▶ _Your goal_
Give all of the data below again exactly, and drop the images.

(Collected data)

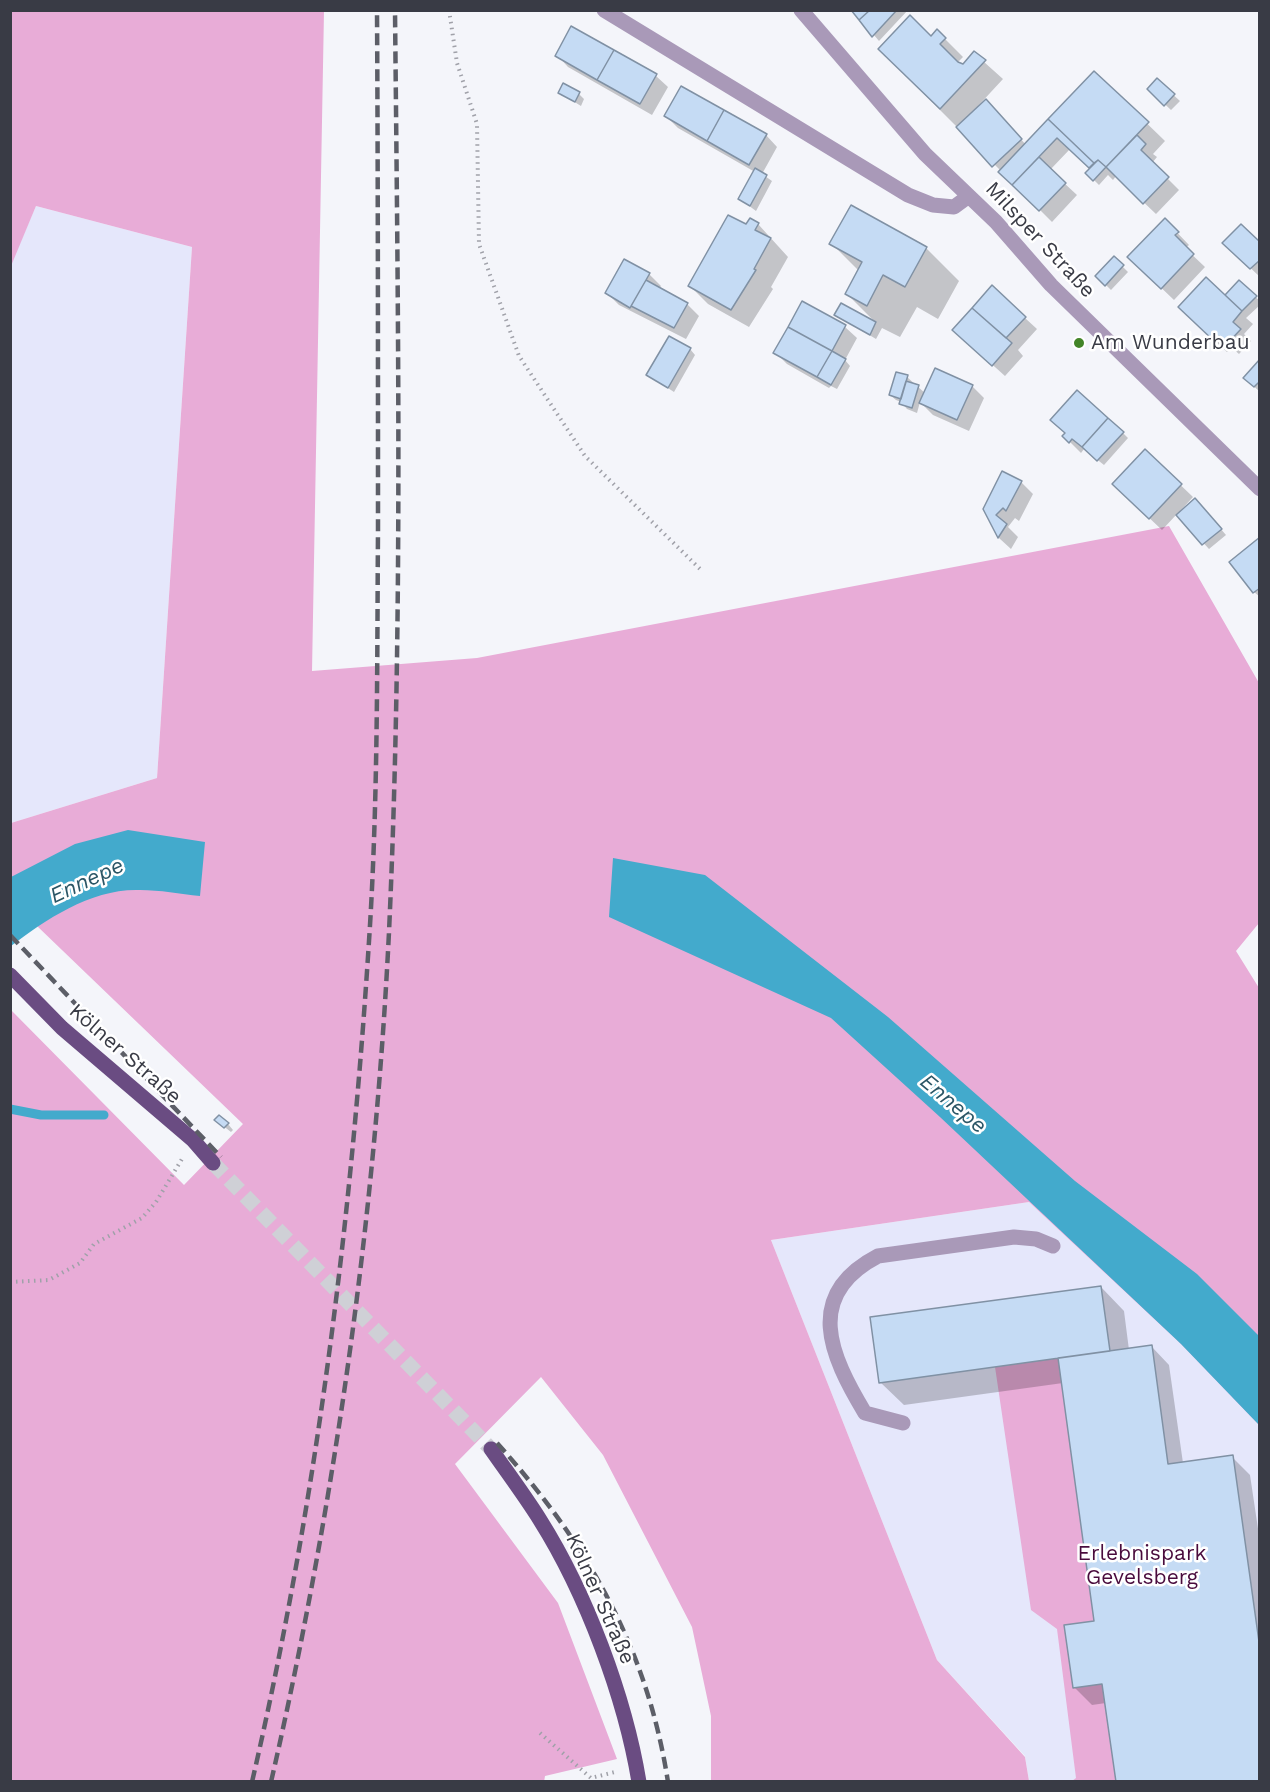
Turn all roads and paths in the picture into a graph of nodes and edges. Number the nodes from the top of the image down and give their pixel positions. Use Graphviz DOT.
graph roads {
  1 [pos="449,10"];
  2 [pos="604,10"];
  3 [pos="801,10"];
  4 [pos="969,196"];
  5 [pos="1260,489"];
  6 [pos="700,569"];
  7 [pos="10,975"];
  8 [pos="193,1140"];
  9 [pos="213,1163"];
  10 [pos="1053,1246"];
  11 [pos="10,1282"];
  12 [pos="903,1422"];
  13 [pos="490,1449"];
  14 [pos="540,1733"];
  15 [pos="591,1778"];
  16 [pos="639,1782"];
  1 -- 6 [label="path"];
  2 -- 4 [label="street"];
  3 -- 4 [label="street, Milsper Straße"];
  4 -- 5 [label="street, Milsper Straße"];
  7 -- 8 [label="main road, Kölner Straße"];
  8 -- 9 [label="main road, Kölner Straße"];
  8 -- 11 [label="path"];
  10 -- 12 [label="street"];
  13 -- 16 [label="main road, Kölner Straße"];
  14 -- 15 [label="path"];
}
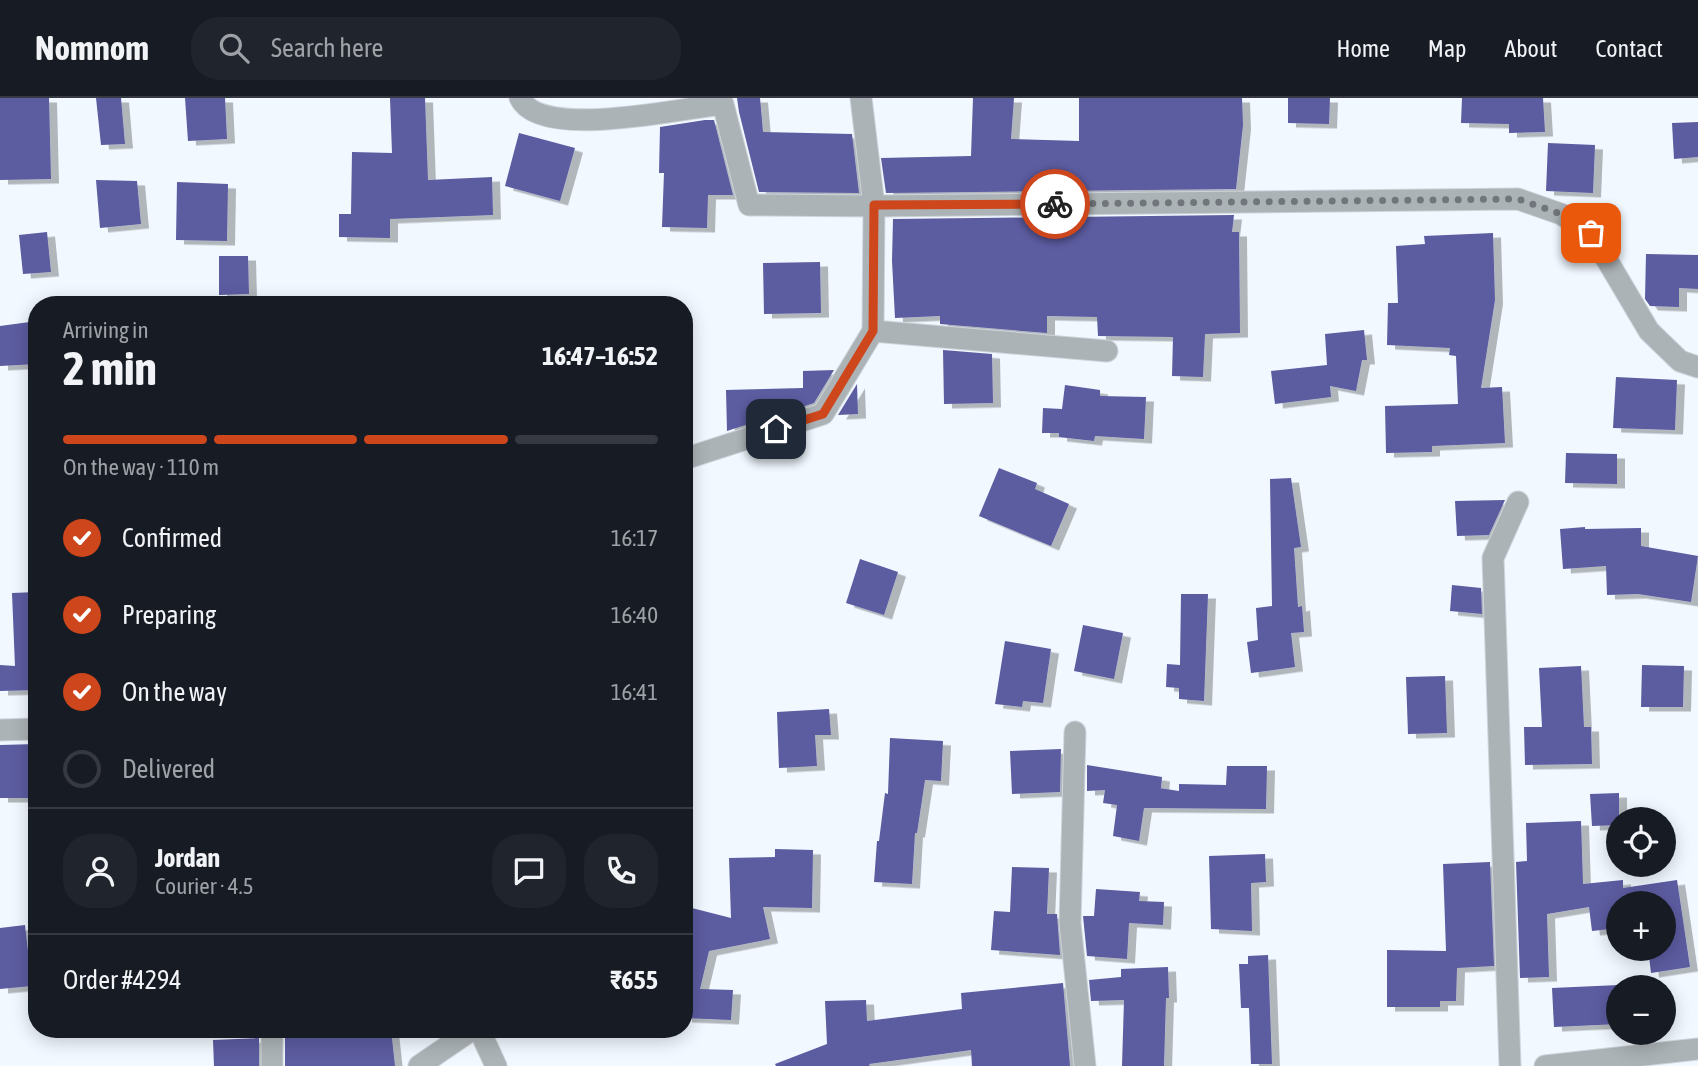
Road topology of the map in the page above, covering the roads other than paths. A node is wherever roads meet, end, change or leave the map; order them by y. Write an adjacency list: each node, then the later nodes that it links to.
1 (520, 98): 3 (street)
2 (861, 98): 3 (street)
3 (874, 205): 4 (street); 6 (street)
4 (873, 331): 5 (street); 7 (street)
5 (1107, 351)
6 (1698, 368)
7 (693, 456)
8 (1518, 502): 20 (street)
9 (28, 729): 10 (street)
10 (0, 730)
11 (1075, 732): 19 (street)
12 (272, 1038): 16 (street)
13 (460, 1038): 17 (street)
14 (483, 1038): 18 (street)
15 (1698, 1049): 21 (street)
16 (272, 1066)
17 (419, 1066)
18 (496, 1066)
19 (1085, 1066)
20 (1510, 1066)
21 (1545, 1066)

▶ _Finished exercise_
Turn all roads and paths in the picture into a graph of nodes and edges. Number the nodes from the top of the image down and give their pixel positions. Use Graphviz DOT.
graph roads {
  1 [pos="449,10"];
  2 [pos="604,10"];
  3 [pos="801,10"];
  4 [pos="969,196"];
  5 [pos="1260,489"];
  6 [pos="700,569"];
  7 [pos="10,975"];
  8 [pos="193,1140"];
  9 [pos="213,1163"];
  10 [pos="1053,1246"];
  11 [pos="10,1282"];
  12 [pos="903,1422"];
  13 [pos="490,1449"];
  14 [pos="540,1733"];
  15 [pos="591,1778"];
  16 [pos="639,1782"];
  1 -- 6 [label="path"];
  2 -- 4 [label="street"];
  3 -- 4 [label="street, Milsper Straße"];
  4 -- 5 [label="street, Milsper Straße"];
  7 -- 8 [label="main road, Kölner Straße"];
  8 -- 9 [label="main road, Kölner Straße"];
  8 -- 11 [label="path"];
  10 -- 12 [label="street"];
  13 -- 16 [label="main road, Kölner Straße"];
  14 -- 15 [label="path"];
}
Road topology of the map in the page above, covering the roads other than paths. A node is wherever roads meet, end, change or leave the map; order them by y. Write an adjacency list: each node, then the later nodes that it links to.
1 (520, 98): 3 (street)
2 (861, 98): 3 (street)
3 (874, 205): 4 (street); 6 (street)
4 (873, 331): 5 (street); 7 (street)
5 (1107, 351)
6 (1698, 368)
7 (693, 456)
8 (1518, 502): 20 (street)
9 (28, 729): 10 (street)
10 (0, 730)
11 (1075, 732): 19 (street)
12 (272, 1038): 16 (street)
13 (460, 1038): 17 (street)
14 (483, 1038): 18 (street)
15 (1698, 1049): 21 (street)
16 (272, 1066)
17 (419, 1066)
18 (496, 1066)
19 (1085, 1066)
20 (1510, 1066)
21 (1545, 1066)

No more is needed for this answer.